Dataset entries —

((

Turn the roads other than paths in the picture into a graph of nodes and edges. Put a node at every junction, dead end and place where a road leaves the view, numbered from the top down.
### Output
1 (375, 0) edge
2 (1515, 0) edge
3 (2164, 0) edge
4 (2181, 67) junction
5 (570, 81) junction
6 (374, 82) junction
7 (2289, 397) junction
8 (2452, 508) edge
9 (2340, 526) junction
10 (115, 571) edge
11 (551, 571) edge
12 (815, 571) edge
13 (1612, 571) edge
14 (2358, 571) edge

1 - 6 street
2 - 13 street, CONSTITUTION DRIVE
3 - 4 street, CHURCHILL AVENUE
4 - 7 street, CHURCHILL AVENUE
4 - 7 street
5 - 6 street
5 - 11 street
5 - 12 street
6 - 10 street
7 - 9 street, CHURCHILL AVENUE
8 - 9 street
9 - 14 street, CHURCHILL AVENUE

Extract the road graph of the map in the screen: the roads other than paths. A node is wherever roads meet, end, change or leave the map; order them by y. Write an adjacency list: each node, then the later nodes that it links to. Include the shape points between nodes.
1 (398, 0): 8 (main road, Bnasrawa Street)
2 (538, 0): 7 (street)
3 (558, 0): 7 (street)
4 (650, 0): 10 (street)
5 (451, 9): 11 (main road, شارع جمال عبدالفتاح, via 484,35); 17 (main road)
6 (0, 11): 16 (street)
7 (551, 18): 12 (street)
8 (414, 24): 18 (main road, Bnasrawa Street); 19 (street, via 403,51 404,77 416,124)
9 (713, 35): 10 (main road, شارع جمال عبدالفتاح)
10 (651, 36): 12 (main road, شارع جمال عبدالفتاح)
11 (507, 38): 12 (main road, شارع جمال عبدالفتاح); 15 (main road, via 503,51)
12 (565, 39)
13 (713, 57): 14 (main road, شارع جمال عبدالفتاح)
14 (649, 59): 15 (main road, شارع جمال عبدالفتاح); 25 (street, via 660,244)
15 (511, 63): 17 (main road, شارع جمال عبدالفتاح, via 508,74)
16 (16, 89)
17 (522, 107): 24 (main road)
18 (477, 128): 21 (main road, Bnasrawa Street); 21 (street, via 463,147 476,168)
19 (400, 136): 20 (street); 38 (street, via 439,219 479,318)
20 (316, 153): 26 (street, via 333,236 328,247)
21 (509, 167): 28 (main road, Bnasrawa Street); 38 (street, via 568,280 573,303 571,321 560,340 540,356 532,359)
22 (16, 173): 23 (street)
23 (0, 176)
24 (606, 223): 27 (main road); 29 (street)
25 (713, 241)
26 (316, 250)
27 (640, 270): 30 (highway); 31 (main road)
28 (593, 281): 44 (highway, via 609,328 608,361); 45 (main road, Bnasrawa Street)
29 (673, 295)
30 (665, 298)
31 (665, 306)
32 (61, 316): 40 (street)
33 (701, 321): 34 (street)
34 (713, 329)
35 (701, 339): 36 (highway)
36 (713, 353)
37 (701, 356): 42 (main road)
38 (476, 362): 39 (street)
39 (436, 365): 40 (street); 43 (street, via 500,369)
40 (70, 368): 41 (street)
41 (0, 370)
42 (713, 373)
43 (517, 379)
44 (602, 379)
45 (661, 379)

))

Return all data verbatim.

Output —
Turn the roads other than paths in the picture into a graph of nodes and edges. Put a node at every junction, dead end and place where a road leaves the view, numbered from the top down.
### Output
1 (375, 0) edge
2 (1515, 0) edge
3 (2164, 0) edge
4 (2181, 67) junction
5 (570, 81) junction
6 (374, 82) junction
7 (2289, 397) junction
8 (2452, 508) edge
9 (2340, 526) junction
10 (115, 571) edge
11 (551, 571) edge
12 (815, 571) edge
13 (1612, 571) edge
14 (2358, 571) edge

1 - 6 street
2 - 13 street, CONSTITUTION DRIVE
3 - 4 street, CHURCHILL AVENUE
4 - 7 street, CHURCHILL AVENUE
4 - 7 street
5 - 6 street
5 - 11 street
5 - 12 street
6 - 10 street
7 - 9 street, CHURCHILL AVENUE
8 - 9 street
9 - 14 street, CHURCHILL AVENUE

Extract the road graph of the map in the screen: the roads other than paths. A node is wherever roads meet, end, change or leave the map; order them by y. Write an adjacency list: each node, then the later nodes that it links to. Include the shape points between nodes.
1 (398, 0): 8 (main road, Bnasrawa Street)
2 (538, 0): 7 (street)
3 (558, 0): 7 (street)
4 (650, 0): 10 (street)
5 (451, 9): 11 (main road, شارع جمال عبدالفتاح, via 484,35); 17 (main road)
6 (0, 11): 16 (street)
7 (551, 18): 12 (street)
8 (414, 24): 18 (main road, Bnasrawa Street); 19 (street, via 403,51 404,77 416,124)
9 (713, 35): 10 (main road, شارع جمال عبدالفتاح)
10 (651, 36): 12 (main road, شارع جمال عبدالفتاح)
11 (507, 38): 12 (main road, شارع جمال عبدالفتاح); 15 (main road, via 503,51)
12 (565, 39)
13 (713, 57): 14 (main road, شارع جمال عبدالفتاح)
14 (649, 59): 15 (main road, شارع جمال عبدالفتاح); 25 (street, via 660,244)
15 (511, 63): 17 (main road, شارع جمال عبدالفتاح, via 508,74)
16 (16, 89)
17 (522, 107): 24 (main road)
18 (477, 128): 21 (main road, Bnasrawa Street); 21 (street, via 463,147 476,168)
19 (400, 136): 20 (street); 38 (street, via 439,219 479,318)
20 (316, 153): 26 (street, via 333,236 328,247)
21 (509, 167): 28 (main road, Bnasrawa Street); 38 (street, via 568,280 573,303 571,321 560,340 540,356 532,359)
22 (16, 173): 23 (street)
23 (0, 176)
24 (606, 223): 27 (main road); 29 (street)
25 (713, 241)
26 (316, 250)
27 (640, 270): 30 (highway); 31 (main road)
28 (593, 281): 44 (highway, via 609,328 608,361); 45 (main road, Bnasrawa Street)
29 (673, 295)
30 (665, 298)
31 (665, 306)
32 (61, 316): 40 (street)
33 (701, 321): 34 (street)
34 (713, 329)
35 (701, 339): 36 (highway)
36 (713, 353)
37 (701, 356): 42 (main road)
38 (476, 362): 39 (street)
39 (436, 365): 40 (street); 43 (street, via 500,369)
40 (70, 368): 41 (street)
41 (0, 370)
42 (713, 373)
43 (517, 379)
44 (602, 379)
45 (661, 379)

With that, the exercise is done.